Why You Should Read Long and Boring VPN Privacy Policies


When you visit a VPN website, it will most probably say something on the lines of “zero logs” or “total anonymity” or maybe “we don’t monitor your data.”

All VPN companies make bold claims on their home pages. But if you look deeper and go through their privacy policies, you might find something different.

But wait, who actually goes through privacy policies and terms and conditions? I agree that it’s not possible to read through the privacy policies of all services but when it comes to services that secure our privacy, it’s important to see how they perform.

What’s in the privacy policy?

Companies are legally obligated to tell their customers what they do with their information. However, they might want to create a privacy policy that’s long and confusing so the user doesn’t understand what’s written there.

VPN Privacy Policy

VPN Privacy Policy

If there’s a privacy policy that you cannot understand simply because it has a lot of legal jargon or is too long to read, it’s best to consider other options. VPN companies know that a lot of customers like to read their privacy policies before making a buying decision. This is why many top companies keep short and simple privacy policies.

If you like a company’s services but they have a long and complicated privacy policy, make sure you read at least those parts that mention their tracking and monitoring policies.

If they engage in data mining, targeted advertising, or any invasive practices, make sure you stay away from them.

Reading a privacy policy becomes even more important when you get free services.

⚠️ If you’re not paying for a product, then you’re the product. That’s the rule. So if you’re using a free VPN service, make sure you read their privacy policy.

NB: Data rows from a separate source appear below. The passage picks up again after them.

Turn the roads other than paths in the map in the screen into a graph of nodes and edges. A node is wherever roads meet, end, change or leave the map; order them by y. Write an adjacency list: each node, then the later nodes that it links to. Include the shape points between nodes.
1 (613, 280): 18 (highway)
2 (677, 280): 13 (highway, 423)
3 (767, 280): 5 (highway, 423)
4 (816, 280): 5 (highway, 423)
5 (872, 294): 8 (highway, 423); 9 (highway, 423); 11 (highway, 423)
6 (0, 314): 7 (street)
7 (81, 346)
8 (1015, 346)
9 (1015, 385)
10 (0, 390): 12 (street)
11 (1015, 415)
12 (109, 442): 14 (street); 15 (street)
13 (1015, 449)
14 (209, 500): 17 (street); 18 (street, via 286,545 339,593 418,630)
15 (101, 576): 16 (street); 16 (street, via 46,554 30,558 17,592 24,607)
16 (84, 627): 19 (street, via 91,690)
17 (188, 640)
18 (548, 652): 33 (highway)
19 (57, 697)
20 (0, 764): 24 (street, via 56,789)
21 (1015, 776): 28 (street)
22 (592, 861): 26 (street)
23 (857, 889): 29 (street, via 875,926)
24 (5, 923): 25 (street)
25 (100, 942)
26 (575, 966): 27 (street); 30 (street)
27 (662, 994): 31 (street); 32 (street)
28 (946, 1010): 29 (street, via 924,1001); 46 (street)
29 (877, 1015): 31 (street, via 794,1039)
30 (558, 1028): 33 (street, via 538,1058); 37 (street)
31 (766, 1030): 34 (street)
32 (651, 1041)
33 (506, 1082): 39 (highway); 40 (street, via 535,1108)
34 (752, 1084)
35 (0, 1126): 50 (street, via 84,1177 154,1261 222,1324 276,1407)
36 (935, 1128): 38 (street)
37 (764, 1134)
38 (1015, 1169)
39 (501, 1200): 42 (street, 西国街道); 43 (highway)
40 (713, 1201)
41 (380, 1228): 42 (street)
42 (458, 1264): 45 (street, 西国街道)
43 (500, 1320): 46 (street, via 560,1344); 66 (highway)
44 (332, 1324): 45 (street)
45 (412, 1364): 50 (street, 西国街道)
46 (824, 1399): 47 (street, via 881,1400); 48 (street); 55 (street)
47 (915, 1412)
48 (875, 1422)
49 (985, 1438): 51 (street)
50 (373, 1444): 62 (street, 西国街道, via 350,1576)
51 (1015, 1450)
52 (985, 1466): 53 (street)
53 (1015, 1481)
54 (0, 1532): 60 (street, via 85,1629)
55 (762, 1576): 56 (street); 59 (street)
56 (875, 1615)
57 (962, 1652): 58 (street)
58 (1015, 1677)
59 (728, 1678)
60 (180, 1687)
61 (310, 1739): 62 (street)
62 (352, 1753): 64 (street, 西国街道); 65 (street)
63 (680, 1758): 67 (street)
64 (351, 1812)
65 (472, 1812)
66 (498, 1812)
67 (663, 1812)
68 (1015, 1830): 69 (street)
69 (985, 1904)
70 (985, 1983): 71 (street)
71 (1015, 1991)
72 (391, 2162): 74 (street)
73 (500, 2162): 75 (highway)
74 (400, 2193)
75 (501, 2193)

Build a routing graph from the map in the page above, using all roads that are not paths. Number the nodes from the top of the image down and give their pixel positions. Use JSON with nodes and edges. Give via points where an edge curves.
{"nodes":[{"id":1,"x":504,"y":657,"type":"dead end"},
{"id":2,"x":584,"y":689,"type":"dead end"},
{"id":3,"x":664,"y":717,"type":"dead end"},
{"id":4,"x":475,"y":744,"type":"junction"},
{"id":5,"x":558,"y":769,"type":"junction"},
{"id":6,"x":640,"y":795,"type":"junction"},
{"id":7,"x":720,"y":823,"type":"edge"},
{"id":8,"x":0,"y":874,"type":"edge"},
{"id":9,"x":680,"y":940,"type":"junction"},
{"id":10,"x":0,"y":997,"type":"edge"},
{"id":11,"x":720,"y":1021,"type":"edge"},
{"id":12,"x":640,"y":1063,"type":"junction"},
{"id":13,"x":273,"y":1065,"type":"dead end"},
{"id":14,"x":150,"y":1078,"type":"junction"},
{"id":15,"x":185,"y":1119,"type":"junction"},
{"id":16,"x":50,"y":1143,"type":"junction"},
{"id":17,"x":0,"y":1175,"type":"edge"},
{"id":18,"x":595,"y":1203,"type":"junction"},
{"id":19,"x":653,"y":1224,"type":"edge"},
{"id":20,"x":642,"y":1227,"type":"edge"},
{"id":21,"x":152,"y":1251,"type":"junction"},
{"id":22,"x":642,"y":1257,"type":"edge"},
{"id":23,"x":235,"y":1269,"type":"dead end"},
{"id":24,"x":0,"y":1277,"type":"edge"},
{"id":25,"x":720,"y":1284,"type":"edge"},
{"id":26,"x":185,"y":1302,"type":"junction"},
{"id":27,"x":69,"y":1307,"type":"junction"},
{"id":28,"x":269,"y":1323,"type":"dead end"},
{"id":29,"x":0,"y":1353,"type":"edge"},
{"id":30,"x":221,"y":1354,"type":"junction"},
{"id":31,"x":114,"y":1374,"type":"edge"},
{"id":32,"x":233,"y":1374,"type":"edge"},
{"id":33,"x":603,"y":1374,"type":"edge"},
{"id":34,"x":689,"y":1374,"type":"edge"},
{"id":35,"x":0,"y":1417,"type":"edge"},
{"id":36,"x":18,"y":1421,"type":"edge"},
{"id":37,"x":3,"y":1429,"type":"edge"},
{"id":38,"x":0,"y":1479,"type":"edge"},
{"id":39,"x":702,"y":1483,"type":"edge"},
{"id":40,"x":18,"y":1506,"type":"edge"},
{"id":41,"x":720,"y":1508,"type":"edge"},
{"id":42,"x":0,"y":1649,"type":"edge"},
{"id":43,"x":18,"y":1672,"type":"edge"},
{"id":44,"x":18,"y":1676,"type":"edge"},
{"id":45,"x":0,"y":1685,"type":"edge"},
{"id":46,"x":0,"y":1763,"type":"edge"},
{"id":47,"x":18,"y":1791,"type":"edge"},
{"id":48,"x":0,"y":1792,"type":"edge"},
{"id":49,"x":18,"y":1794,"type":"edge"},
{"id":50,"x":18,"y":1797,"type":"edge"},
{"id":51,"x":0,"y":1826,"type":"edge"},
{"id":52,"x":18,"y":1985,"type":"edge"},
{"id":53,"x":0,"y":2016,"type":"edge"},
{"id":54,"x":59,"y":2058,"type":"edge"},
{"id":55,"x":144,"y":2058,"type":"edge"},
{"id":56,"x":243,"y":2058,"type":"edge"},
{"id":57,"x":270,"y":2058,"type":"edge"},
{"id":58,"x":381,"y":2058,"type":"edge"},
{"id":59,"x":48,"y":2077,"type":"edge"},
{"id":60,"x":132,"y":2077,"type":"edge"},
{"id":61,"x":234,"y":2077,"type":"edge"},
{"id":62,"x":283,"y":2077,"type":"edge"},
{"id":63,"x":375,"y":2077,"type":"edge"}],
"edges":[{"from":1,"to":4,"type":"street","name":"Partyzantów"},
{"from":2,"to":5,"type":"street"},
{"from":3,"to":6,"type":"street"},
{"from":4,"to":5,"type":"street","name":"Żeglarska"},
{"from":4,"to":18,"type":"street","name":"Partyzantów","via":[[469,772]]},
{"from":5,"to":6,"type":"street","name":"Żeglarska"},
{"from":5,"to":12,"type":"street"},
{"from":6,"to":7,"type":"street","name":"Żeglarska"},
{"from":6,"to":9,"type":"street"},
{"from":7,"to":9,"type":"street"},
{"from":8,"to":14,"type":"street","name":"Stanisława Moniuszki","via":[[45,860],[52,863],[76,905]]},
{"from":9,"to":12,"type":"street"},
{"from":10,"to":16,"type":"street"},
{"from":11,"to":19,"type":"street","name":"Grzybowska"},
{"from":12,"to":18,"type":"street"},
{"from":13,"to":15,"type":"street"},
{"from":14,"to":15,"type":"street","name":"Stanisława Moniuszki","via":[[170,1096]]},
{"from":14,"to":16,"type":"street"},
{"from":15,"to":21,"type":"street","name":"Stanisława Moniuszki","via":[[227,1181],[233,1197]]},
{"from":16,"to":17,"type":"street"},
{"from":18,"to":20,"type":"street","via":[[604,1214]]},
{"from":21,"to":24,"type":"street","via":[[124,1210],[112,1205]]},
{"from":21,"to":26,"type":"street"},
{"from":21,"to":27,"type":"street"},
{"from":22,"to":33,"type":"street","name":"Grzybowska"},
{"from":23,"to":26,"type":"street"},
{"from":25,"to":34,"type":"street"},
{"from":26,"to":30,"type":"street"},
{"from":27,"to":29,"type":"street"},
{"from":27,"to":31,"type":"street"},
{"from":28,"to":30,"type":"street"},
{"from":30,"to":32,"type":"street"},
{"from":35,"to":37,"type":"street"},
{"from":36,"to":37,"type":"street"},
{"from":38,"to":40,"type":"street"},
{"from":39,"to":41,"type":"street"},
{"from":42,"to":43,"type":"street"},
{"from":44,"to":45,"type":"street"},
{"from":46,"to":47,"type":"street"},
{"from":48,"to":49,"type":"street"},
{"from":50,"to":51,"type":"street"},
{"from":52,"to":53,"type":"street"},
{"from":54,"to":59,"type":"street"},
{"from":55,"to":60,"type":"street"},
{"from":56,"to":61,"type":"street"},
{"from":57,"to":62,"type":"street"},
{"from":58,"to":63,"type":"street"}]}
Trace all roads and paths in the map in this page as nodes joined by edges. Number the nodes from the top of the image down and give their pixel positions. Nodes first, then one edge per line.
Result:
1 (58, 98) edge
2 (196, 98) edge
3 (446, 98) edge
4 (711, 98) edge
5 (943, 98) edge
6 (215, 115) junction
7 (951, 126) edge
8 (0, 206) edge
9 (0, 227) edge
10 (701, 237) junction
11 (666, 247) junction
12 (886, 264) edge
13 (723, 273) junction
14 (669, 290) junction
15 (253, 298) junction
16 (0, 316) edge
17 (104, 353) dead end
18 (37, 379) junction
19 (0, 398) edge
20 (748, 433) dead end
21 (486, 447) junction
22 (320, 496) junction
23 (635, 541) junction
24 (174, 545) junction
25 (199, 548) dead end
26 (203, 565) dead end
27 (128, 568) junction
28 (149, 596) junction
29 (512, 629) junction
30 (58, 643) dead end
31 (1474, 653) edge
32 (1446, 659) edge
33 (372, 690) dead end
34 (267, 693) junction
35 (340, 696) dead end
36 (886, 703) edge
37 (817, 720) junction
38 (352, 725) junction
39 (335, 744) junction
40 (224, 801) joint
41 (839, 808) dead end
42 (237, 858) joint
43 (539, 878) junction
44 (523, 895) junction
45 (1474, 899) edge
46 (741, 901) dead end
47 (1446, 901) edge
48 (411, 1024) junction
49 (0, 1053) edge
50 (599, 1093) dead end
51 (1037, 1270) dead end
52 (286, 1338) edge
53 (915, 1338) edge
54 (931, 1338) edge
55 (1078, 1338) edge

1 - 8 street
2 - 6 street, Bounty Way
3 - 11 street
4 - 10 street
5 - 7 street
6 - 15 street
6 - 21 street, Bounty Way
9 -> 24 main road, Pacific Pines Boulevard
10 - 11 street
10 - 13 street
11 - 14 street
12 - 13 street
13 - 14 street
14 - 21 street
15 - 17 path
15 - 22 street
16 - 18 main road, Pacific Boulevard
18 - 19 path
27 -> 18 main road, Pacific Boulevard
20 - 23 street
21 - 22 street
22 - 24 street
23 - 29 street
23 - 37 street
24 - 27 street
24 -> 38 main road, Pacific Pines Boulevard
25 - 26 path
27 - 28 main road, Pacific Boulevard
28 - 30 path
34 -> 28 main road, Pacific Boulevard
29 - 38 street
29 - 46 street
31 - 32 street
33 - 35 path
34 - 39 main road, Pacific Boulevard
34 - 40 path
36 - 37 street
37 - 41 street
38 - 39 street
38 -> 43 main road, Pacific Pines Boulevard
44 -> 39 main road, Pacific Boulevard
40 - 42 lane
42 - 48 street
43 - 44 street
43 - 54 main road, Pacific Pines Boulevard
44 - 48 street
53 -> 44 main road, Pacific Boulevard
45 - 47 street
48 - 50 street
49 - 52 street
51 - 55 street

Setting up a VPN company takes money and resources. You need to have servers in multiple countries.

There are only two ways you can get free VPN services. Maybe a company wants you to try their services so they provide limited data each month so you can move to a paid plan. Or maybe they monitor your activities and store your data to be sold to a third party.

If a VPN company sells your data to a third party, there’s no point of using such a VPN in the first place. So if you’re using a free VPN, MAKE SURE you read their privacy policy. If they don’t have a privacy policy or have a dicey one, don’t use it.

How much do they store and for how long?

It’s important to see what data they store. If a VPN stores only session durations and timestamps, you might think this partial logging won’t harm you. But the truth is that partial logging can reveal your true identity to the authorities.

Also, try to find out how long they store your data. If the data is wiped out as soon as the session ends, it’s safer than a permanent log. If they store your data for months, it means they can use it for targeted advertising or just handing it over to the government when they get a warrant.

Already using a VPN?

If you’re already using a VPN, make sure you visit their website and read their privacy policy. If you find out that they store your data, see if you can get your money back.

There are several VPNs that offer money-back guarantees. Most of these guarantees are limited to 30 days. So if it has been only a few days since you bought their services and you found out that that keep usage logs, you can opt-out and get your money back.

What exactly are VPN logs?

When you use a VPN, the provider can see everything you do – your real IP, the websites you open, how long you’ve been on a page, what data you sent, and every other thing you did online.

However, a good VPN provider will not keep a log of these details. If a company logs all these details, it might sell them to make profits.

As discussed earlier, there are some companies that store small details such as timestamps (when you used the VPN and when you stopped using it), and other small details. These details can be helpful if they are investigating a case.

So what you should be looking for, is an absolute logless VPN. Keep in mind that some data is used for improvement purposes. For example, the app crash log is kept by several companies to see if their app crashes too often and under what circumstances.

This is different than IP logs where the real IP address of the user is stored. If a VPN stores your IP address, it’s a big red flag.

Look for warrant canaries

When a company receives a gag order, it cannot inform its users that it has helped the government. So to let their customers know, some companies maintain warrant canaries.

Warrant canaries are web pages present on VPN companies that signify that they have not received any subpoenas from the government. If a VPN company removes their warrant canary page, it means that they have received a subpoena.

They cannot inform users that they received a gag order. Instead, they put a warrant canary that serves this purpose.

And of course, if a company doesn’t keep any logs, receiving a warrant won’t mean anything because they won’t have anything to share with the government anyway.

However, several VPN users consider warrant canaries as useful as it tells them when a company has received a gag order.

Learning the lesson

Going through the privacy policy is very important. Some people understand this and read the policies before buying the services. Some people learn it the hard way. If you’re planning to buy a VPN service or even if you already have it, make sure you read their privacy policy to see what things they store.

It’s best to avoid free services, but if you must go for a free VPN, go through its privacy policy and see what they store. ⚠️ If they don’t have a privacy page, do NOT use that VPN. So yeah, even if reading a policy means spending good 30 minutes of your life, it’s something worth doing.

The good thing is that many VPN companies understand that users like to read their privacy policies and hence they keep them short and simple.